The state’s Health Policy Commission (HPC) held its annual cost trends hearing last Tuesday and Wednesday, taking a deep dive into the Massachusetts healthcare system and its expenses.
Massachusetts, in the latest available data, matched the state’s cost growth benchmark of 3.1%. Massachusetts has consistently fallen below national per capita growth and the state has not exceeded its spending target since 2015, while continuing to be a national leader in quality.
Other states, including Oregon, Connecticut, and Rhode Island attended the hearings to learn more about the success of the cost growth benchmark, which Massachusetts first implemented in 2012.
Several hospital CEOs told the HPC, which is funded entirely through assessments on hospitals, ambulatory surgical centers, and insurers, that additional cost reduction is their goal and offered to continue collaborations with the HPC to bring about further positive change.
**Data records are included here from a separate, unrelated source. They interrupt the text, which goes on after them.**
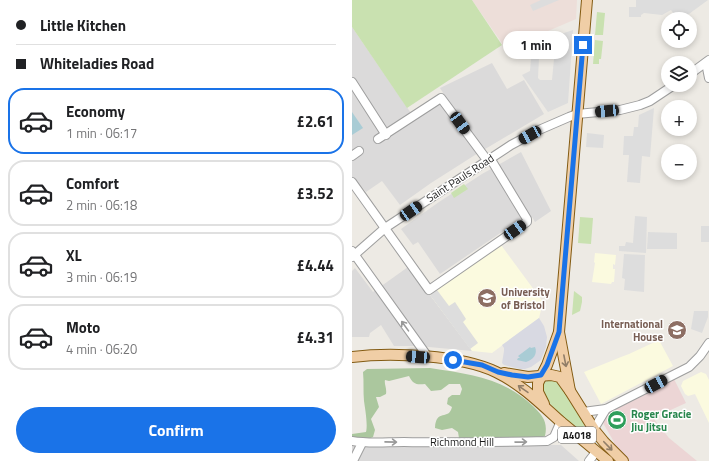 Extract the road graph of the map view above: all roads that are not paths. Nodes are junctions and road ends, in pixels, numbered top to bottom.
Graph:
1 (586, 0) edge
2 (707, 62) edge
3 (697, 69) edge
4 (709, 78) edge
5 (352, 82) edge
6 (664, 92) edge
7 (577, 114) junction
8 (386, 135) junction
9 (378, 140) dead end
10 (488, 159) junction
11 (352, 182) edge
12 (385, 228) junction
13 (353, 254) edge
14 (559, 332) junction
15 (709, 343) edge
16 (352, 357) edge
17 (428, 357) junction
18 (498, 372) junction
19 (541, 375) junction
20 (570, 390) junction
21 (546, 408) junction
22 (606, 409) junction
23 (583, 412) junction
24 (561, 421) junction
25 (594, 429) junction
26 (352, 441) edge
27 (362, 443) junction
28 (596, 452) junction
29 (353, 461) edge
30 (589, 461) edge
31 (608, 461) edge
32 (623, 461) edge

1 - 7 main road, A4018
2 - 3 street
2 - 4 street
5 - 8 street
6 - 7 street, Saint Pauls Road
7 - 10 street, Saint Pauls Road
7 - 14 main road, A4018
8 - 9 street
8 - 10 street
10 - 12 street, Saint Pauls Road
10 - 12 street
11 - 12 street
12 - 13 street, Saint Pauls Road
17 -> 13 street
14 - 19 main road, A4018
14 -> 20 main road, A4018
15 - 22 street
16 - 17 main road
17 - 18 main road
18 - 19 main road
21 -> 18 main road
19 - 20 main road, A4018
19 - 21 main road, A4018
20 - 23 main road, A4018
21 - 24 main road, A4018
22 - 23 street
22 - 25 street
23 - 25 main road, A4018
27 -> 24 street, Richmond Hill
24 - 28 main road, A4018
25 -> 32 main road, A4018
26 - 27 street, Richmond Hill
27 - 29 street
28 - 30 street
28 - 31 main road, A4018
Alternative payment contracts, patient medical homes, reducing administrative burdens, shifting patients from academic medical centers to community hospitals within a system are among the many initiatives underway to reform the multi-billion healthcare system, executives said.
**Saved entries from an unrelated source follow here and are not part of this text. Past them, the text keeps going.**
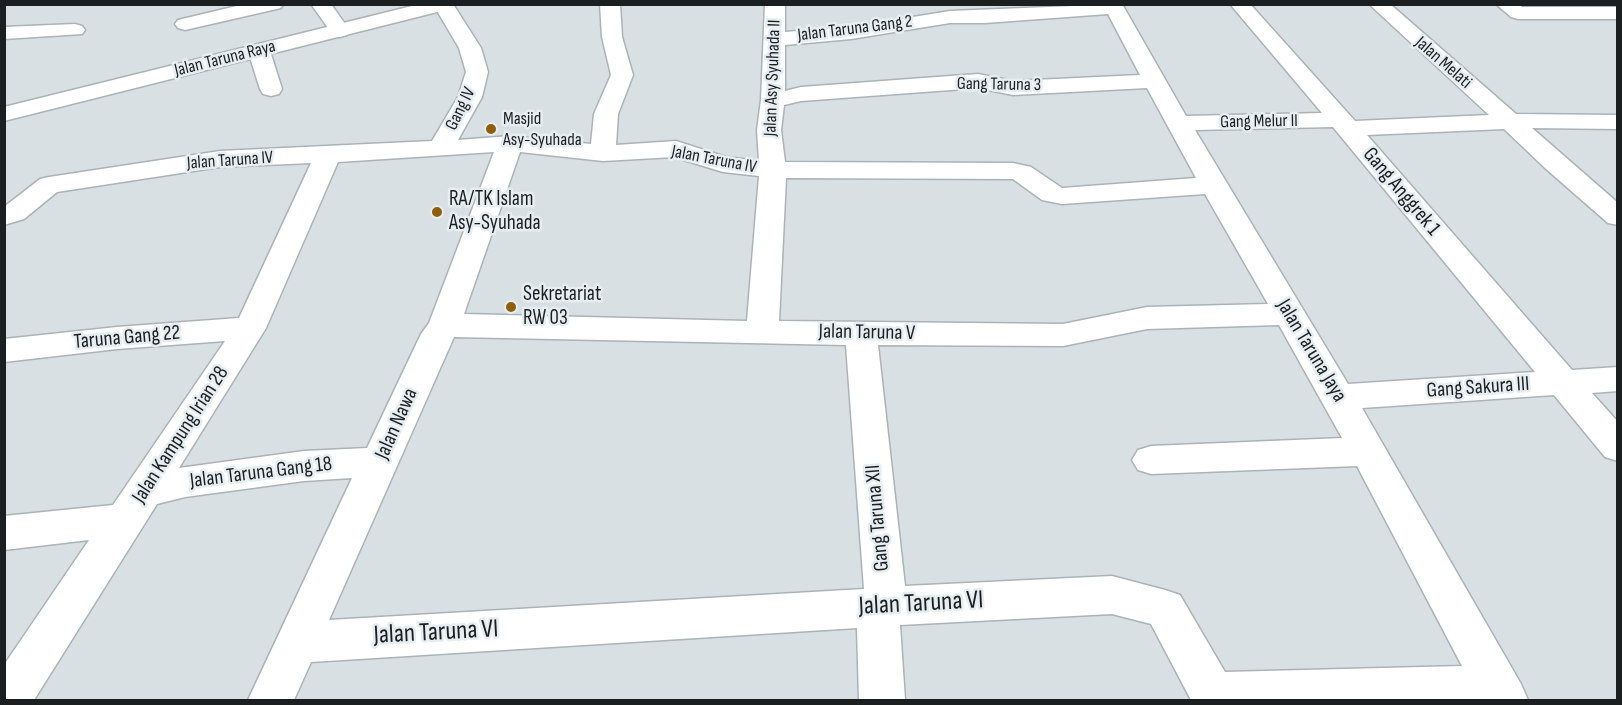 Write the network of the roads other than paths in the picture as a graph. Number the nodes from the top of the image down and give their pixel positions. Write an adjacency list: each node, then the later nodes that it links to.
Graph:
1 (274, 4): 11 (street)
2 (320, 4): 13 (street)
3 (610, 4): 27 (street)
4 (775, 4): 15 (street, Jalan Asy Syuhada II)
5 (1239, 4): 24 (street, Gang Anggrek 1)
6 (1378, 4): 21 (street, Jalan Melati)
7 (1505, 4): 10 (street)
8 (444, 5): 13 (street, Jalan Taruna Raya); 26 (street, Gang IV)
9 (1113, 6): 15 (street, Jalan Taruna Gang 2); 17 (street, Jalan Taruna Jaya)
10 (1617, 13)
11 (185, 24)
12 (75, 30): 14 (street)
13 (340, 31): 16 (street, Jalan Taruna Raya)
14 (4, 33)
15 (775, 39): 19 (street, Jalan Asy Syuhada II)
16 (259, 51): 18 (street); 20 (street, Jalan Taruna Raya)
17 (1154, 81): 19 (street, Gang Taruna 3); 23 (street, Jalan Taruna Jaya)
18 (271, 89)
19 (773, 100): 29 (street, Jalan Asy Syuhada II)
20 (4, 114)
21 (1510, 121): 22 (street, Gang Melur II); 24 (street, Gang Melur II); 32 (street, Jalan Melati)
22 (1617, 122)
23 (1179, 123): 24 (street, Gang Melur II); 30 (street, Jalan Taruna Jaya)
24 (1344, 124): 40 (street, Gang Anggrek 1)
25 (510, 144): 26 (street, Jalan Taruna IV); 27 (street, Jalan Taruna IV); 35 (street, Jalan Nawa)
26 (440, 149): 28 (street, Jalan Taruna IV)
27 (603, 153): 29 (street, Jalan Taruna IV)
28 (328, 155): 31 (street, Jalan Taruna IV); 34 (street, Jalan Kampung Irian 28)
29 (773, 170): 30 (street, Jalan Taruna IV); 36 (street, Jalan Asy Syuhada II)
30 (1212, 185): 33 (street, Jalan Taruna Jaya)
31 (4, 217)
32 (1617, 217)
33 (1289, 314): 37 (street, Jalan Taruna V); 41 (street, Jalan Taruna Jaya)
34 (250, 328): 38 (street, Taruna Gang 22); 46 (street, Jalan Kampung Irian 28)
35 (443, 328): 36 (street, Jalan Taruna V); 45 (street, Jalan Nawa)
36 (762, 332): 37 (street, Jalan Taruna V)
37 (861, 334): 48 (street, Gang Taruna XII)
38 (4, 351)
39 (1617, 379): 40 (street, Gang Sakura III)
40 (1561, 382): 41 (street, Gang Sakura III); 42 (street, Gang Anggrek 1)
41 (1338, 397): 43 (street, Jalan Taruna Jaya)
42 (1617, 447)
43 (1369, 451): 44 (street); 50 (street, Jalan Taruna Jaya)
44 (1151, 460)
45 (380, 462): 46 (street, Jalan Taruna Gang 18); 49 (street, Jalan Nawa)
46 (134, 506): 47 (street, Jalan Taruna Gang 18); 51 (street, Jalan Kampung Irian 28)
47 (4, 533)
48 (878, 607): 49 (street, Jalan Taruna VI); 50 (street, Jalan Taruna VI); 53 (street, Gang Taruna XII)
49 (296, 642): 52 (street, Jalan Nawa)
50 (1500, 694)
51 (8, 700)
52 (271, 700)
53 (882, 700)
During the two-day hearings, the HPC convened its first ever panel addressing administrative complexity in the healthcare system, noting that for the second year in a row, premium retention grew rapidly for both merged market and larger employer plans in 2018. Insurer administrative costs were the fastest growing category.
The commission is charged annually with identifying challenges the state has in meeting the statutorily set cost growth benchmark and, if it is missed, identifying drivers and solutions for future success.